* YOUR ASSIGNMENT
The number of lines below that contain the word "Jean" is all that the answer should hold.
____ SOURCE MATERIAL
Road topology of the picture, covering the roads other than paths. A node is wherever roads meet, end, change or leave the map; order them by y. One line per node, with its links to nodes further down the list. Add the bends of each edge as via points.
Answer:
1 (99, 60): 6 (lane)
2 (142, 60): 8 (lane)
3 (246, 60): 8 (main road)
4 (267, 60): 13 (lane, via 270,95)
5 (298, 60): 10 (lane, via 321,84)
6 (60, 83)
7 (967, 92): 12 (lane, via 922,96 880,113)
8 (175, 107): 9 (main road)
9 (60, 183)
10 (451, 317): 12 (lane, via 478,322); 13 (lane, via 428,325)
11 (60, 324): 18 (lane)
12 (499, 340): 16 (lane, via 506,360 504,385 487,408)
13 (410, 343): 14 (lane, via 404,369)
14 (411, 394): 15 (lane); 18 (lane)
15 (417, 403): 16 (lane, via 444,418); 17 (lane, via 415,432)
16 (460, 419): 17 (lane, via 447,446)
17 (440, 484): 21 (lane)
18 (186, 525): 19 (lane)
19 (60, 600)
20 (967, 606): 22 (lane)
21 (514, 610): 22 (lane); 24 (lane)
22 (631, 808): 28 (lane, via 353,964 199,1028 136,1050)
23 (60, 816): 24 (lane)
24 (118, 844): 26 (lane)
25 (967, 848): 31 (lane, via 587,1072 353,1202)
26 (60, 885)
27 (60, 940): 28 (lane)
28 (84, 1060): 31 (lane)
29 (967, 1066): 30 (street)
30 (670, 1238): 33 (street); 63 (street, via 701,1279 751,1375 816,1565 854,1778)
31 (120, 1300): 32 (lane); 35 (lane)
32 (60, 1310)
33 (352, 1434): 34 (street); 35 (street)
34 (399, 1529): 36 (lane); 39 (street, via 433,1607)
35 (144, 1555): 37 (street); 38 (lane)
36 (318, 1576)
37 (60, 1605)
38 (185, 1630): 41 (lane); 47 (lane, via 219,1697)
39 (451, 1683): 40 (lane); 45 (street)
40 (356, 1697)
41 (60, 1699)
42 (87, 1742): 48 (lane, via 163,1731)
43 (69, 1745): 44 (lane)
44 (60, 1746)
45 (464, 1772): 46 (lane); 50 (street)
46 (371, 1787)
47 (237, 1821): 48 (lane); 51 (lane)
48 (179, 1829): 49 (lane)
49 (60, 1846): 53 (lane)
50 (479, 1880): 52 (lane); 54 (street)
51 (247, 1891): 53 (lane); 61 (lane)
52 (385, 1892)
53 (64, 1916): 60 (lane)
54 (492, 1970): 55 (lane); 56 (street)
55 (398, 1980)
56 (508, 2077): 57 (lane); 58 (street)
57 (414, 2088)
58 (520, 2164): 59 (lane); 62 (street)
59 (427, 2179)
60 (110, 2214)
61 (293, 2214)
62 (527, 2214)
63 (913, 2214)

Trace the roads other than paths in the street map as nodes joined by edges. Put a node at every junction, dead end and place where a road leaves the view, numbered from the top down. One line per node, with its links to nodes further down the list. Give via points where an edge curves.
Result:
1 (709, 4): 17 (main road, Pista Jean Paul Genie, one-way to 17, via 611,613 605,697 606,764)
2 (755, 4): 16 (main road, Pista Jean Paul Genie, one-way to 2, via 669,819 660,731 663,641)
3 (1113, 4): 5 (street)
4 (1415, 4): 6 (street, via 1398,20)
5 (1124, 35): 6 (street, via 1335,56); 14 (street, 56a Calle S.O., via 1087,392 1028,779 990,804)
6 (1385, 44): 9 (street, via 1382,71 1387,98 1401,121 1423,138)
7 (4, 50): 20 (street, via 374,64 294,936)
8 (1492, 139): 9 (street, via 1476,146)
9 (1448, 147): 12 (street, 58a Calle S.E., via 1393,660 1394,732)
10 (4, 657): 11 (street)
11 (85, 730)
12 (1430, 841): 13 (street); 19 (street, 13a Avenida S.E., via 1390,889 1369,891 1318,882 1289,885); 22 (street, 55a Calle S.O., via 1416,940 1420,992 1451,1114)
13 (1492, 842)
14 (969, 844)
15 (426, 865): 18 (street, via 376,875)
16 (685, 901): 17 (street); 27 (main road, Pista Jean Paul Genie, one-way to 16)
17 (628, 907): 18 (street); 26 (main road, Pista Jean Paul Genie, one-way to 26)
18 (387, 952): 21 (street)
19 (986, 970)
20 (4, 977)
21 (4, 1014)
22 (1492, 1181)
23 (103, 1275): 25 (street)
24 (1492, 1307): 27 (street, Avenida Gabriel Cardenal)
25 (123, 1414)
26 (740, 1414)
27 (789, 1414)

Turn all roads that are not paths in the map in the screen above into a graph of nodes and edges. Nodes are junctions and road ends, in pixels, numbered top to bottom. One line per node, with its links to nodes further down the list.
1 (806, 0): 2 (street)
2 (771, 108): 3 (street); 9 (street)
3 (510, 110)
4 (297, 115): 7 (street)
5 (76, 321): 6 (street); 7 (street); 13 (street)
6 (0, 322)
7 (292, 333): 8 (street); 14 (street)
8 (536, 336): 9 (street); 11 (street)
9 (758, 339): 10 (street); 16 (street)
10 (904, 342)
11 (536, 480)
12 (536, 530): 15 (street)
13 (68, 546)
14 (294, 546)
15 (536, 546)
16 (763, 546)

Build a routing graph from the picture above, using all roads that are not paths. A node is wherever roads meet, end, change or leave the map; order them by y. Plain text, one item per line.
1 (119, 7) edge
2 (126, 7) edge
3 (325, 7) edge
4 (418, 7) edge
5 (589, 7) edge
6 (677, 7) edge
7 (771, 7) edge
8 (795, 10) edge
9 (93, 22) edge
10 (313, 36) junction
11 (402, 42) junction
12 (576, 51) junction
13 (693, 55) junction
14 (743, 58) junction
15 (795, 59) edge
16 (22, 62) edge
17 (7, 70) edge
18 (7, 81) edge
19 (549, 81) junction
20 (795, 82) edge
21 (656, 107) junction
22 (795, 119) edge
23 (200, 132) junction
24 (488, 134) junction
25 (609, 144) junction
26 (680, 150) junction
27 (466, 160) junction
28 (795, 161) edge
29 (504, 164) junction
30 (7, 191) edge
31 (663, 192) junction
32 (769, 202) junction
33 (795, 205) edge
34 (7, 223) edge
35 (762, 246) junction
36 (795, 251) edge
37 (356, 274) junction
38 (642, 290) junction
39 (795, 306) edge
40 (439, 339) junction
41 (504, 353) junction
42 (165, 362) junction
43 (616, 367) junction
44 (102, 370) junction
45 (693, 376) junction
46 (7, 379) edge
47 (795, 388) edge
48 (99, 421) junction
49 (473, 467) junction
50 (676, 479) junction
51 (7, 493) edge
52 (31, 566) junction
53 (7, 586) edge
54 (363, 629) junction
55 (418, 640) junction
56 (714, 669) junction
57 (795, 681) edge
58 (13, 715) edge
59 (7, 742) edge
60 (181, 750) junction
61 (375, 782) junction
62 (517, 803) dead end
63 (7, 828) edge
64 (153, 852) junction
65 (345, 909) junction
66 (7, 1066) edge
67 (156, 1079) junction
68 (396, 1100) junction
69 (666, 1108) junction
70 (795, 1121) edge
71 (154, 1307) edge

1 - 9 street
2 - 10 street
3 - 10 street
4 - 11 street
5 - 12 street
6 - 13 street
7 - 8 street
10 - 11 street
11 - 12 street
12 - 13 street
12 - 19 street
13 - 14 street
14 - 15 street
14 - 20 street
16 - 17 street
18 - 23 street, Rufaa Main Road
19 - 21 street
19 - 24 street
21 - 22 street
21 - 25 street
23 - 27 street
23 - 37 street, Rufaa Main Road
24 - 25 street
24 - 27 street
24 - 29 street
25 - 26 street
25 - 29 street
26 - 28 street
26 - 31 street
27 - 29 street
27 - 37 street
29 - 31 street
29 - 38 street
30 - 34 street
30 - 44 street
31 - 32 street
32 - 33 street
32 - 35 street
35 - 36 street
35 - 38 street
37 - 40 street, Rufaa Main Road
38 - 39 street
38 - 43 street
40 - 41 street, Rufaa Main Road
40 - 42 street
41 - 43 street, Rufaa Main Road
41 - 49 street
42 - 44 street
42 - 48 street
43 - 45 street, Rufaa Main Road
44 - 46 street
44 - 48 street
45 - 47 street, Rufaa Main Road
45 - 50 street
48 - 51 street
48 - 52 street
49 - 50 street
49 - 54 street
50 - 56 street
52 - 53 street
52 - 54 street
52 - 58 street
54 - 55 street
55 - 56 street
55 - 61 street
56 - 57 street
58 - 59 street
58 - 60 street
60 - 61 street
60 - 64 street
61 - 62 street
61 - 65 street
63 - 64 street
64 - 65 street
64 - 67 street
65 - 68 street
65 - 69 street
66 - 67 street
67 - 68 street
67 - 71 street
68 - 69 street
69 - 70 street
________
* ANSWER TO THIS EXERCISE
4